A new study finds that Christians who follow a nontheistic lifestyle, like staying home and attending worship services, have a lower likelihood of developing dementia than those who follow religion-based practices like paying for their medicine.
The study, published in the journal Preventive Medicine, also found that people who follow these nontheist practices have a significantly lower risk of developing Alzheimer’s disease.
“These results indicate that, while religion does not cause dementia, it is important to consider its role in preventing the disease,” said lead author Kristine R. Hagen, Ph.
D., a research associate in the Department of Psychiatry and Behavioral Sciences at the University of Minnesota.
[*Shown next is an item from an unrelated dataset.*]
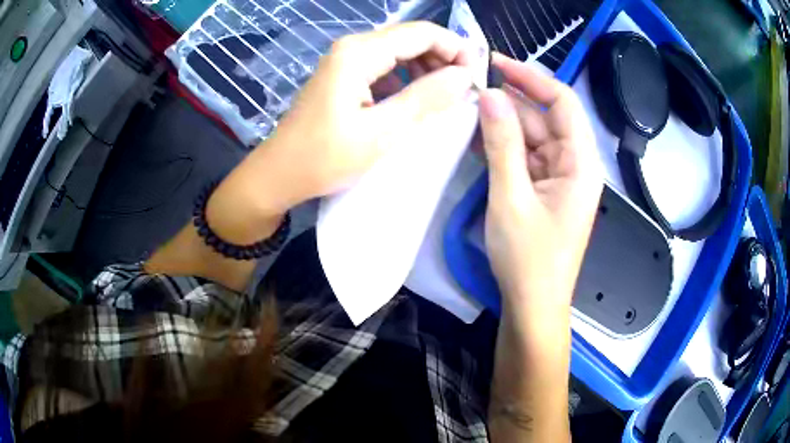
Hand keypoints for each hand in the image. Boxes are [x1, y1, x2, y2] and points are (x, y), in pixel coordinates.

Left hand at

The study found that religious people are less likely to develop dementia than nonreligious people, and that those who believe in God are less at risk of the disease.
For example, among people who said they have no religious affiliation, just 6.4 percent had dementia compared to 15.9 percent among those who had religious beliefs.
People who said that they follow a religious practice, like attending worship, had a significantly reduced risk of dementia, the study found.
People who said religion is important for them to be successful in life had a 17 percent lower risk.
“Religious people who attend worship services are less vulnerable to developing dementia because of their religious adherence and the frequency with which they attend,” Hagen said.
Other findings from the study included: Those who reported that they had no religious belief had a 9 percent lower likelihood that they would develop dementia compared with people who have a strong religious faith.
People with a high frequency of religious worship also had a 23 percent lower chance of developing the disease than those with low frequency.
People without a high religious belief also had less of a risk of contracting dementia compared the nonreligious group.
Those who had more religious friends also had the lowest risk of cognitive impairment.
Nonreligious people were also less likely than religious people to report having a religious faith and were less likely in their late 40s and older to have a higher level of education.
Although people who live a nontraditional lifestyle, such as attending services, attending church, and praying daily, are less susceptible to dementia than people who adhere to religious practices, Hagen cautions that nontheists may not have a good chance of preventing dementia if they are not religious themselves.